### THE INPUT ###
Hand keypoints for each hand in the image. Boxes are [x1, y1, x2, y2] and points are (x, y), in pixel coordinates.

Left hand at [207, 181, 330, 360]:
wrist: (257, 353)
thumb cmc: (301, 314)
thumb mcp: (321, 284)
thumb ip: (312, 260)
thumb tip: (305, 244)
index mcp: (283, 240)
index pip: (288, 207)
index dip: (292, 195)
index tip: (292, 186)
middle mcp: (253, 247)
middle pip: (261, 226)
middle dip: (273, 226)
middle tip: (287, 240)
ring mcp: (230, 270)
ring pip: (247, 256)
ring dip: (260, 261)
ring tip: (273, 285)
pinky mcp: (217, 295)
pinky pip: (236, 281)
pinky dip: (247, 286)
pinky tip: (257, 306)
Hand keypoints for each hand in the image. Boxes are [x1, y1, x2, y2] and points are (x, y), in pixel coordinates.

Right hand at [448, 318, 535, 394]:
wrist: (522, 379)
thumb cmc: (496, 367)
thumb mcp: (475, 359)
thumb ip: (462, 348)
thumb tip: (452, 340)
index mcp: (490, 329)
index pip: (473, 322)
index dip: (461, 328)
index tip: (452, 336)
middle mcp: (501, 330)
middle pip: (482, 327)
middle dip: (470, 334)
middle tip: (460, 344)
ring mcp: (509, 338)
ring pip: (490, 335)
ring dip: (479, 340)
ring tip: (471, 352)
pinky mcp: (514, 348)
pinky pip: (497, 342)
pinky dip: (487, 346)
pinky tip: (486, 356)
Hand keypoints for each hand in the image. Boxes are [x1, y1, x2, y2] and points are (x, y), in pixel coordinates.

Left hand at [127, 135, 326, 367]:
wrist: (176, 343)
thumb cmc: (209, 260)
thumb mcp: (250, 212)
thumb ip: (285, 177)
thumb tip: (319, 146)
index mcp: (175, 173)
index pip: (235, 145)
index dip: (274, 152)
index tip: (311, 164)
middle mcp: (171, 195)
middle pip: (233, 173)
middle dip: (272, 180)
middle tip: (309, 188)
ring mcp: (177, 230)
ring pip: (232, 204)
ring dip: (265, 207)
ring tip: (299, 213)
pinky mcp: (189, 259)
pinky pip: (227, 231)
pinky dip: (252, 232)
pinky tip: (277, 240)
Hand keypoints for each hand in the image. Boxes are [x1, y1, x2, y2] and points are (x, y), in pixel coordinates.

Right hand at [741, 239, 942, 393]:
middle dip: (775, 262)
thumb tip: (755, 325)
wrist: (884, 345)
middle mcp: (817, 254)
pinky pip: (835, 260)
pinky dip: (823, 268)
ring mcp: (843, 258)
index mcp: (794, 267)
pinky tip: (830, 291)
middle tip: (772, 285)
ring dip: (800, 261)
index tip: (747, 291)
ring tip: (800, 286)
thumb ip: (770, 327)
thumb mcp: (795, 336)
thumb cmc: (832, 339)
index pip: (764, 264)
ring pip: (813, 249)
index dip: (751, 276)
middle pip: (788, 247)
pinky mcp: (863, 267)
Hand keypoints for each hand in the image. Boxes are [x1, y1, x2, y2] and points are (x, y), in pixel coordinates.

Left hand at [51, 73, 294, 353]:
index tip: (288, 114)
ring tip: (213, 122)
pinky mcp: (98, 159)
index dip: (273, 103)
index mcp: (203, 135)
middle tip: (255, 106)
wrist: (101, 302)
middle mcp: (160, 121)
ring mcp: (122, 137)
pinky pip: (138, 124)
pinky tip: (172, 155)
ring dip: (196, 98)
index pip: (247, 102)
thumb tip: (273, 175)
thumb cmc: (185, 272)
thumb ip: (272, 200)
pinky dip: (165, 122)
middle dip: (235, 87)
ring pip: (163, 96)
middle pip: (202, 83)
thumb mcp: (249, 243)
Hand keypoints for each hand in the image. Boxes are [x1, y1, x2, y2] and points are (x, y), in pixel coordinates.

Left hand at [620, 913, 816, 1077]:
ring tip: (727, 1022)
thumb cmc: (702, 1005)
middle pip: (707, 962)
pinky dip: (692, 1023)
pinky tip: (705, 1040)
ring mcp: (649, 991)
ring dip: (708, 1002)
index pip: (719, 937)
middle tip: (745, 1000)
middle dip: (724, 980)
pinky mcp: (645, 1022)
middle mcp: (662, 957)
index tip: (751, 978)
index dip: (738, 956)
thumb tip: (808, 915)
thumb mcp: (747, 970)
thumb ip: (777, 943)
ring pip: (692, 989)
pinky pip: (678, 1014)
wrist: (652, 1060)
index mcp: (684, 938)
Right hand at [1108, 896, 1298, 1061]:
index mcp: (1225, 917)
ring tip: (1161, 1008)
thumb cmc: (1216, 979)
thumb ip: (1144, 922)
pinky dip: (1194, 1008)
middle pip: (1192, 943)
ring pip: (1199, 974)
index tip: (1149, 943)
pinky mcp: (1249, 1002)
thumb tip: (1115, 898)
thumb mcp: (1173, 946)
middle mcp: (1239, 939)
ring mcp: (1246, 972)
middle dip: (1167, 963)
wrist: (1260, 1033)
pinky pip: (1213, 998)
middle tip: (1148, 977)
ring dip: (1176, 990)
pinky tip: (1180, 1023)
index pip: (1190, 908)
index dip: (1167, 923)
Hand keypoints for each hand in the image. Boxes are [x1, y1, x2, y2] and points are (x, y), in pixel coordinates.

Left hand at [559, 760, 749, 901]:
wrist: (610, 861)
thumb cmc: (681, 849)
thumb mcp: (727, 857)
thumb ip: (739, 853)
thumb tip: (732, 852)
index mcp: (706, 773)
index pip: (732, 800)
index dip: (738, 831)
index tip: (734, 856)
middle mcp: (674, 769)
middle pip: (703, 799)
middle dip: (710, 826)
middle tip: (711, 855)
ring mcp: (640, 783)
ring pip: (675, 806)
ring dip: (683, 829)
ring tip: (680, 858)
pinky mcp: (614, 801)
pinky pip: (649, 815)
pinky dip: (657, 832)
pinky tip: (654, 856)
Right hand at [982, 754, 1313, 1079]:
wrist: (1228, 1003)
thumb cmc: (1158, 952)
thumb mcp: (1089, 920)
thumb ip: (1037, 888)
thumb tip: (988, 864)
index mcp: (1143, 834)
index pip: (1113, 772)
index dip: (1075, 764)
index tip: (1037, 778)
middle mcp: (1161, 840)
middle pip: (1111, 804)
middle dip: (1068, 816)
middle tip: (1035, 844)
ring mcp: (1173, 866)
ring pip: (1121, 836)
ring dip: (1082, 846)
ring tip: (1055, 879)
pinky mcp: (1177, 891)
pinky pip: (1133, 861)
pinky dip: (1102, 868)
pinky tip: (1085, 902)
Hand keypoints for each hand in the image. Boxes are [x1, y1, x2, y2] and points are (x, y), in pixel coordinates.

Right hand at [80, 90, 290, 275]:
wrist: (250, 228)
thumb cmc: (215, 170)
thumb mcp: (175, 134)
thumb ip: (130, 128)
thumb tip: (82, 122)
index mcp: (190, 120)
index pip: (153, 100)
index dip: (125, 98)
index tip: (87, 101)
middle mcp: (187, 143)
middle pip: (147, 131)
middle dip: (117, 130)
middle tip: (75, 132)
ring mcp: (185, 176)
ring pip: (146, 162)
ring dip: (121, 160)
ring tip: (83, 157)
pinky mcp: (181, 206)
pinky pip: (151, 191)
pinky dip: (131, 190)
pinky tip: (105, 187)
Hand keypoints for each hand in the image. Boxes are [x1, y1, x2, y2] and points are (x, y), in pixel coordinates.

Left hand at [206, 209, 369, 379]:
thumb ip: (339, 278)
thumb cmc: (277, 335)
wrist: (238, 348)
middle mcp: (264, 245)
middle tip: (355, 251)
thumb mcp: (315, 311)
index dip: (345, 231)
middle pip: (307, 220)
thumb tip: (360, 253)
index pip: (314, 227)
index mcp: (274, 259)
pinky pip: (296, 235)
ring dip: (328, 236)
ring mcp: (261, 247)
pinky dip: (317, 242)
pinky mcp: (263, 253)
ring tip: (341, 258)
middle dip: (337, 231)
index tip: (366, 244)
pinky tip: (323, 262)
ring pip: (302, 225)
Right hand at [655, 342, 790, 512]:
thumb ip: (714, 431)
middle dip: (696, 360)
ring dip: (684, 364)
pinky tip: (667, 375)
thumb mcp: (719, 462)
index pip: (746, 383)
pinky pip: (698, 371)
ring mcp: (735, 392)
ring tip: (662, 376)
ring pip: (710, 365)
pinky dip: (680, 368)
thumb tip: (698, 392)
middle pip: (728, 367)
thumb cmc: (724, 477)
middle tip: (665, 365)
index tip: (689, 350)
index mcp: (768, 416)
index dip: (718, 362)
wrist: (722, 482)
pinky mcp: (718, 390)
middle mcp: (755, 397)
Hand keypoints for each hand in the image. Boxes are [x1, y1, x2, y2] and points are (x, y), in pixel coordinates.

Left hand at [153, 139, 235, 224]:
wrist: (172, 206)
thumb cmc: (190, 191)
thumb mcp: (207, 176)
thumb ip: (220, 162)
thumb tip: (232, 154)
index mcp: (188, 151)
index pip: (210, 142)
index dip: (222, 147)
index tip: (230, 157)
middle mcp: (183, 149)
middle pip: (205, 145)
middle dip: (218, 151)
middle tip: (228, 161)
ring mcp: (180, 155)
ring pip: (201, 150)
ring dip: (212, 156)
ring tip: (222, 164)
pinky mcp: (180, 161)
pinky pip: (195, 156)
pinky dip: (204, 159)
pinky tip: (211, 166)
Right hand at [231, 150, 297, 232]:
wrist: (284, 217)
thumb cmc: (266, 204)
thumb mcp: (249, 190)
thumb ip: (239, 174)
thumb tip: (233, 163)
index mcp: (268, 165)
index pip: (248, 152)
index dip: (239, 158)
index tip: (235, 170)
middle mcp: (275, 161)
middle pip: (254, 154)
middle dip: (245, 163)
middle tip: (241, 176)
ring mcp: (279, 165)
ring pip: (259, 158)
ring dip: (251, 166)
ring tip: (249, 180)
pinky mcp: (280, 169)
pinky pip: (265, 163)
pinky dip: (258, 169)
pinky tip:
###
TASK PROMPT: In the entries above, one line contains "index mcp: (768, 416)" and another contains "middle tip: (241, 176)". Reproduce exactly those two lines and the lines between them, nothing else.

WRITTEN SOLUTION:
index mcp: (768, 416)
index dip: (718, 362)
wrist: (722, 482)
pinky mcp: (718, 390)
middle mcp: (755, 397)
Hand keypoints for each hand in the image. Boxes are [x1, y1, x2, y2] and points are (x, y), in pixel coordinates.

Left hand at [153, 139, 235, 224]:
wrist: (172, 206)
thumb cmc: (190, 191)
thumb mcp: (207, 176)
thumb ip: (220, 162)
thumb tip: (232, 154)
index mcp: (188, 151)
index pip: (210, 142)
index dip: (222, 147)
index tip: (230, 157)
middle mcp: (183, 149)
middle pip: (205, 145)
middle dip: (218, 151)
middle tip: (228, 161)
ring mcp: (180, 155)
ring pip: (201, 150)
ring dip: (212, 156)
ring tip: (222, 164)
pinky mcp: (180, 161)
pinky pip: (195, 156)
pinky dip: (204, 159)
pinky tip: (211, 166)
Right hand at [231, 150, 297, 232]:
wrist: (284, 217)
thumb cmc: (266, 204)
thumb mcp: (249, 190)
thumb ip: (239, 174)
thumb tip: (233, 163)
index mcp: (268, 165)
index pip: (248, 152)
index dip: (239, 158)
index tip: (235, 170)
middle mcp: (275, 161)
middle pip: (254, 154)
middle dip: (245, 163)
middle tip: (241, 176)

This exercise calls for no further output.